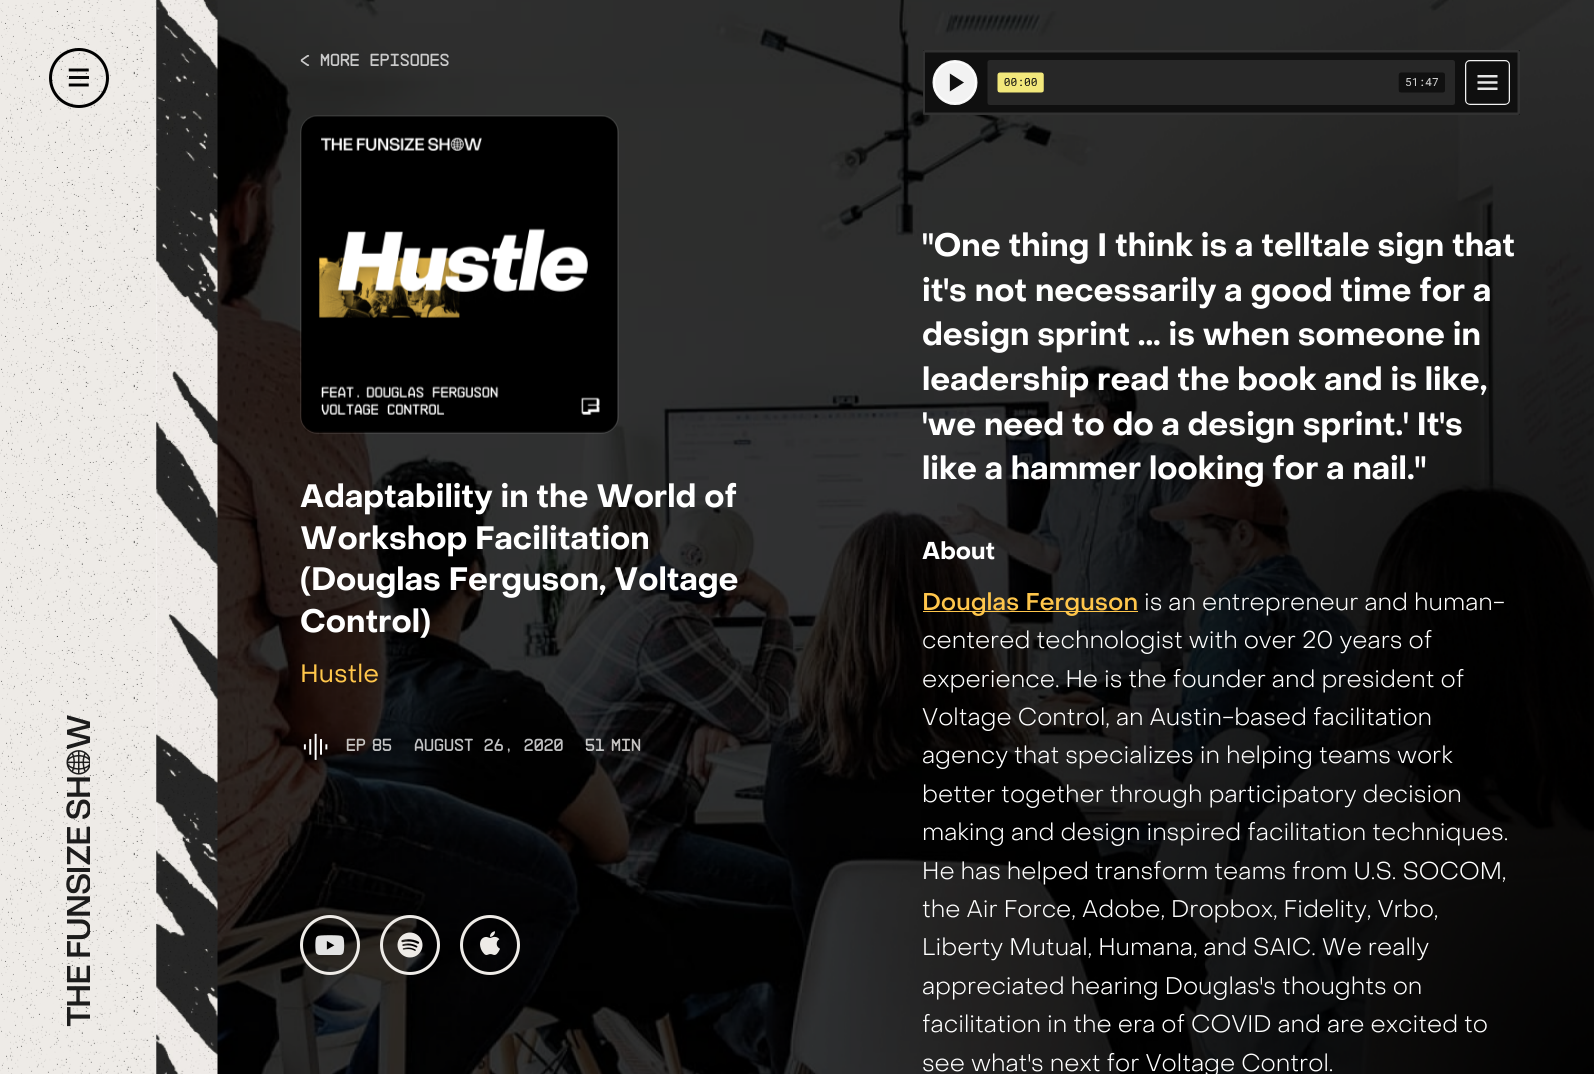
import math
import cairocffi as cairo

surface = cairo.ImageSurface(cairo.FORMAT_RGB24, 1594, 1074)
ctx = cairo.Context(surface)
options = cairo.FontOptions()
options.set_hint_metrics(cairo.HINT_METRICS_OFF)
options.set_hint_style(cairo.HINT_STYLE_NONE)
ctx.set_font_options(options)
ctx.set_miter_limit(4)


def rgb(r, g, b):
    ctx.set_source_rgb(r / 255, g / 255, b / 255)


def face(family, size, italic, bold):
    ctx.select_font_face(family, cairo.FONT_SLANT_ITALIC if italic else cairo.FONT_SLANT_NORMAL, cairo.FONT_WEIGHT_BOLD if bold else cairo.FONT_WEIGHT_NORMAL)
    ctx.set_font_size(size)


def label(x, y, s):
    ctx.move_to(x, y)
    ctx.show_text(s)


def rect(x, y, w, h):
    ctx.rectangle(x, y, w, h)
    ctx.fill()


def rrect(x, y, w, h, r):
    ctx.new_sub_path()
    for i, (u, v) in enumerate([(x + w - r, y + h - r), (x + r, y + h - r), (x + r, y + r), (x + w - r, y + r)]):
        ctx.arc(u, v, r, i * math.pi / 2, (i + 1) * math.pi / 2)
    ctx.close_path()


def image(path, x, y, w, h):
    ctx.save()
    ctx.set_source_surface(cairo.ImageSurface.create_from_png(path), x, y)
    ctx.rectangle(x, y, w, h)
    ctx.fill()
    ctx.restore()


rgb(255, 255, 255)
ctx.paint()
image('image0.png', 156, 1, 1, 1069)
rgb(238, 235, 231)
rect(0, 0, 156, 1074)
image('image1.png', 0, 0, 156, 1074)
ctx.arc(79, 78, 28.5, 0, 2 * math.pi)
rgb(0, 0, 0)
ctx.set_line_width(3)
ctx.stroke()
image('image2.png', 68, 68, 21, 19)
image('image3.png', 66, 715, 24, 312)
image('image5.png', 217, 0, 1377, 1074)
image('image4.png', 156, 0, 62, 1074)
face('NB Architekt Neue', 17.5, 0, 0)
rgb(202, 202, 202)
label(300, 66, '< More Episodes')
rrect(300.5, 115.5, 318, 318, 17.5)
ctx.set_source_rgba(1, 1, 1, 0.1)
ctx.set_line_width(1)
ctx.stroke()
image('image6.png', 301, 115, 317, 318)
face('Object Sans', 31.9, 0, 1)
rgb(255, 255, 255)
label(300, 507, 'Adaptability in the World of')
label(300, 549, 'Workshop Facilitation')
label(300, 590, '(Douglas Ferguson, Voltage')
label(300, 632, 'Control)')
face('Object Sans', 25, 0, 0)
rgb(255, 198, 75)
label(300, 682, 'Hustle')
image('image7.png', 303, 733, 25, 27)
face('NB Architekt Neue', 17.5, 0, 0)
rgb(199, 196, 194)
label(346, 751, 'Ep')
rgb(193, 194, 195)
label(372, 751, '85')
label(414, 751, 'August 26, 2020')
rgb(202, 202, 202)
label(585, 751, '51')
rgb(199, 196, 194)
label(611, 751, 'Min')
ctx.new_path()
ctx.arc(330, 945, 28.5, 0, 2 * math.pi)
rgb(238, 235, 231)
ctx.set_line_width(3)
ctx.stroke()
image('image8.png', 315, 935, 30, 20)
ctx.arc(410, 945, 28.5, 0, 2 * math.pi)
ctx.stroke()
image('image9.png', 397, 932, 26, 26)
ctx.arc(490, 945, 28.5, 0, 2 * math.pi)
ctx.stroke()
image('image10.png', 480, 931, 20, 24)
image('image11.png', 923, 50, 597, 65)
face('Object Sans', 31.9, 0, 1)
rgb(255, 255, 255)
label(922, 256, '"One thing I think is a telltale sign that')
label(922, 301, 'it\'s not necessarily a good time for a')
label(922, 345, 'design sprint ... is when someone in')
label(922, 390, 'leadership read the book and is like,')
label(922, 435, '\'we need to do a design sprint.\' It\'s')
label(922, 479, 'like a hammer looking for a nail."')
face('Object Sans', 24, 0, 1)
label(922, 559, 'About')
rgb(255, 198, 75)
rect(923, 611, 215, 1)
face('Object Sans Medium', 24, 0, 0)
label(922, 610, 'Douglas Ferguson')
face('Object Sans Light', 24, 0, 0)
rgb(255, 255, 255)
label(1144, 610, 'is an entrepreneur and human-')
label(922, 648, 'centered technologist with over 20 years of')
label(922, 687, 'experience. He is the founder and president of')
label(922, 725, 'Voltage Control, an Austin-based facilitation')
label(922, 763, 'agency that specializes in helping teams work')
label(922, 802, 'better together through participatory decision')
label(922, 840, 'making and design inspired facilitation techniques.')
label(922, 879, 'He has helped transform teams from U.S. SOCOM,')
label(922, 917, 'the Air Force, Adobe, Dropbox, Fidelity, Vrbo,')
label(922, 955, 'Liberty Mutual, Humana, and SAIC. We really')
label(922, 994, 'appreciated hearing Douglas\'s thoughts on')
label(922, 1032, 'facilitation in the era of COVID and are excited to')
label(922, 1071, 'see what\'s next for Voltage Control.')
surface.write_to_png('render.png')
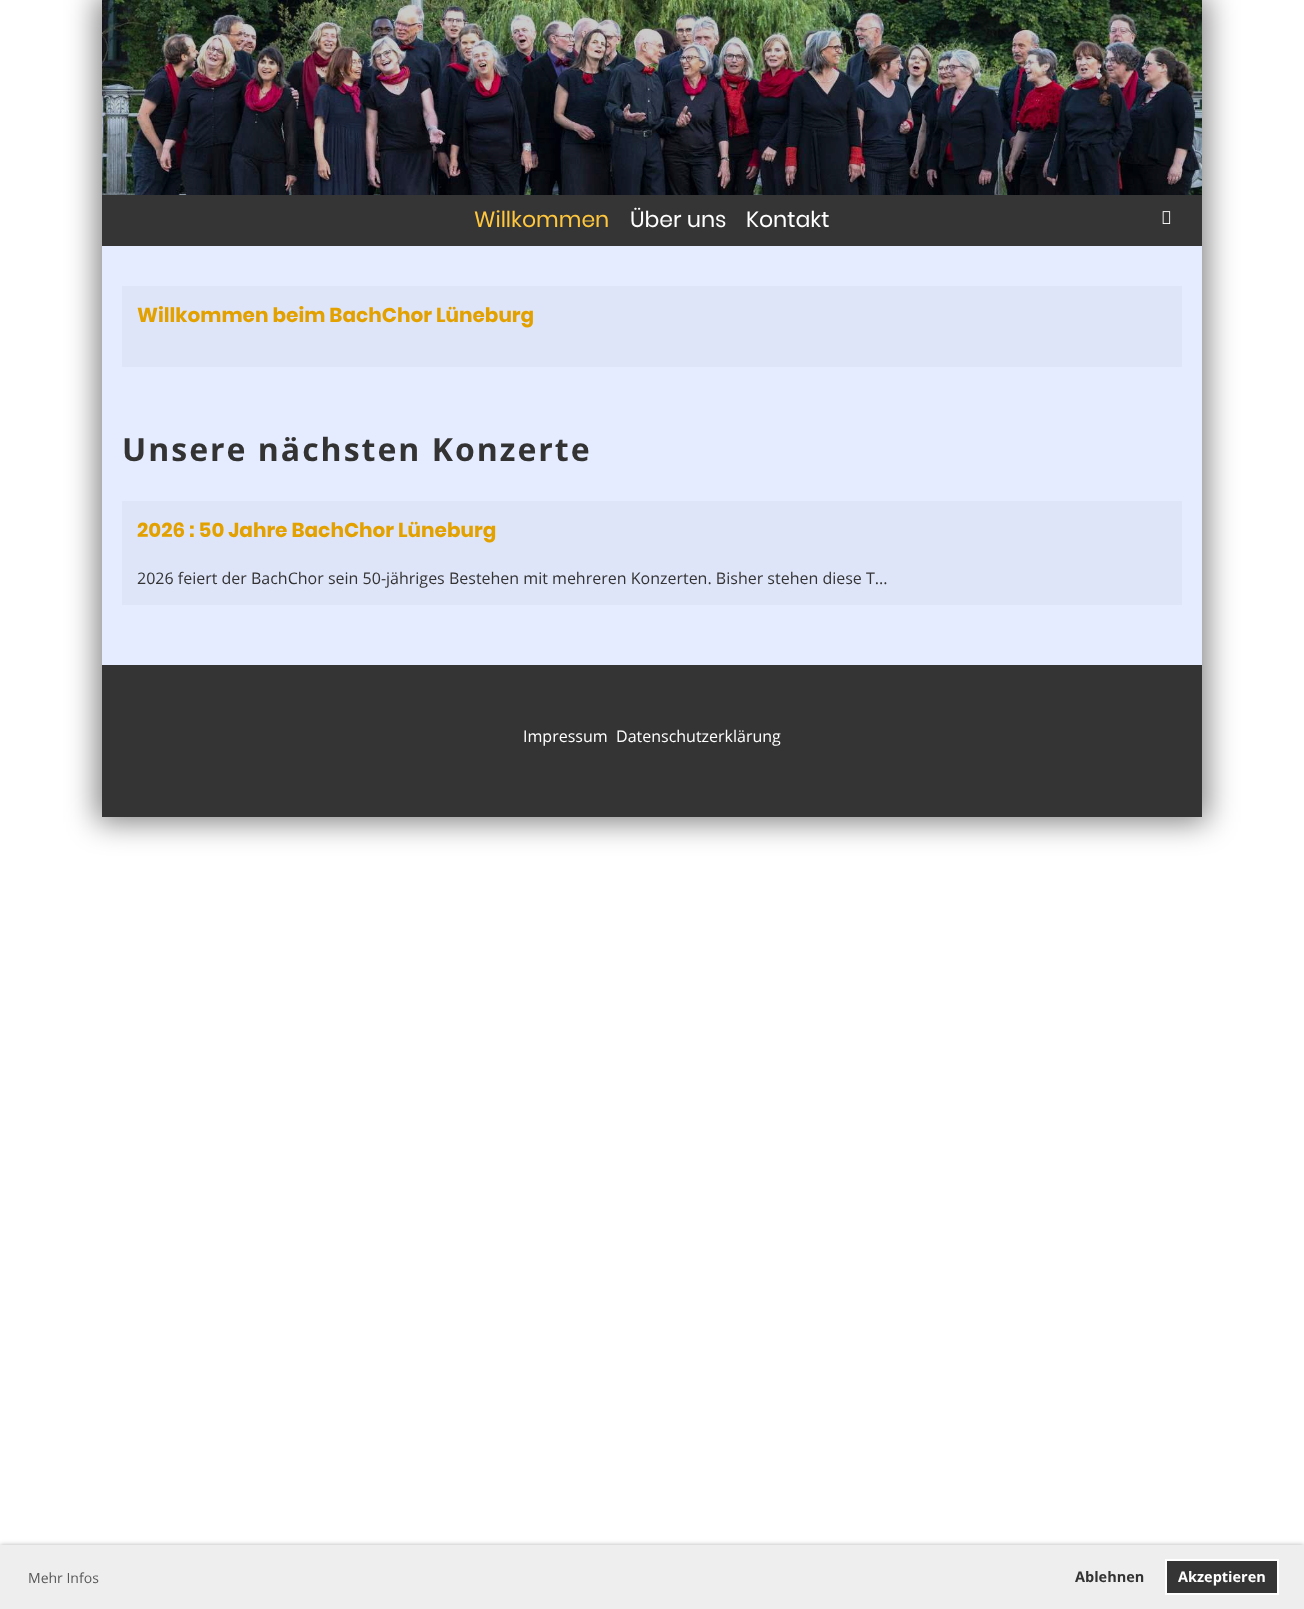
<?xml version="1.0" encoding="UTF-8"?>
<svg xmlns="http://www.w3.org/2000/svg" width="1304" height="1609">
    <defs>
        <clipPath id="clip1"><path d="M 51 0 H 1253 V 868 H 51 Z M 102 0 H 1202 V 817 H 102 Z" clip-rule="evenodd"/></clipPath>
        <filter id="blur1" x="-50%" y="-200%" width="200%" height="500%"><feGaussianBlur stdDeviation="15"/></filter>
        <filter id="blur2" x="-50%" y="-200%" width="200%" height="500%"><feGaussianBlur stdDeviation="2.5"/></filter>
    </defs>
    <rect width="100%" height="100%" fill="#FFFFFF"/>
    <image x="102" y="0" width="1100" height="195" href="img_01.png"/>
    <rect x="102" y="246" width="1100" height="419" fill="#E6ECFF"/>
    <rect x="102" y="665" width="1100" height="152" fill="#353434"/>
    <g clip-path="url(#clip1)">
        <rect x="97" y="-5" width="1110" height="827" fill="#000000" fill-opacity="0.5" filter="url(#blur1)"/>
    </g>
    <rect x="102" y="195" width="1100" height="51" fill="#353535"/>
    <text x="474" y="227" font-family="Poppins" font-size="22" fill="#FFC73D">Willkommen</text>
    <text x="630" y="227" font-family="Poppins" font-size="22" fill="#FFFFFF">Über uns</text>
    <text x="746" y="227" font-family="Poppins" font-size="22" fill="#FFFFFF">Kontakt</text>
    <image x="1162" y="211" width="9" height="13" href="img_02.png"/>
    <rect x="122" y="286" width="1060" height="81" fill="#DFE5F9"/>
    <text x="137" y="322" font-family="Poppins" font-size="20" font-weight="700" fill="#E3A100">Willkommen beim BachChor Lüneburg</text>
    <text x="122" y="461" font-family="Open Sans" font-size="32" font-weight="700" letter-spacing="2" fill="#333333">Unsere nächsten Konzerte</text>
    <rect x="122" y="501" width="1060" height="104" fill="#DFE5F9"/>
    <text x="137" y="537" font-family="Poppins" font-size="20" font-weight="700" fill="#E3A100">2026 : 50 Jahre BachChor Lüneburg</text>
    <text x="137" y="584" font-family="Open Sans" font-size="16" fill="#333333">2026 feiert der BachChor sein 50-jähriges Bestehen mit mehreren Konzerten. Bisher stehen diese T...</text>
    <text x="523" y="742" font-family="Open Sans" font-size="16" fill="#FFFFFF">Impressum</text>
    <text x="616" y="742" font-family="Open Sans" font-size="16" fill="#FFFFFF">Datenschutzerklärung</text>
    <rect x="0" y="1545" width="1304" height="64" fill="#000000" fill-opacity="0.3" filter="url(#blur2)"/>
    <rect x="0" y="1545" width="1304" height="64" fill="#EEEEEE"/>
    <text x="28" y="1583" font-family="Open Sans" font-size="14" fill="#585858">Mehr Infos</text>
    <text x="1075" y="1582" font-family="Open Sans" font-size="14.5" font-weight="700" fill="#333333">Ablehnen</text>
    <rect x="1166" y="1560" width="112" height="34" fill="#353535" stroke="#FFFFFF" stroke-width="2"/>
    <text x="1178" y="1582" font-family="Open Sans" font-size="14.5" font-weight="700" fill="#FFFFFF">Akzeptieren</text>
</svg>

====================

Aim of the exercise: Output exactly one stretch of the listing: from the line containing "options.set_hint_style(cairo.HINT_STYLE_NONE)" through the line containing "ctx.close_path()", both end lines included.

Your solution:
options.set_hint_style(cairo.HINT_STYLE_NONE)
ctx.set_font_options(options)
ctx.set_miter_limit(4)


def rgb(r, g, b):
    ctx.set_source_rgb(r / 255, g / 255, b / 255)


def face(family, size, italic, bold):
    ctx.select_font_face(family, cairo.FONT_SLANT_ITALIC if italic else cairo.FONT_SLANT_NORMAL, cairo.FONT_WEIGHT_BOLD if bold else cairo.FONT_WEIGHT_NORMAL)
    ctx.set_font_size(size)


def label(x, y, s):
    ctx.move_to(x, y)
    ctx.show_text(s)


def rect(x, y, w, h):
    ctx.rectangle(x, y, w, h)
    ctx.fill()


def rrect(x, y, w, h, r):
    ctx.new_sub_path()
    for i, (u, v) in enumerate([(x + w - r, y + h - r), (x + r, y + h - r), (x + r, y + r), (x + w - r, y + r)]):
        ctx.arc(u, v, r, i * math.pi / 2, (i + 1) * math.pi / 2)
    ctx.close_path()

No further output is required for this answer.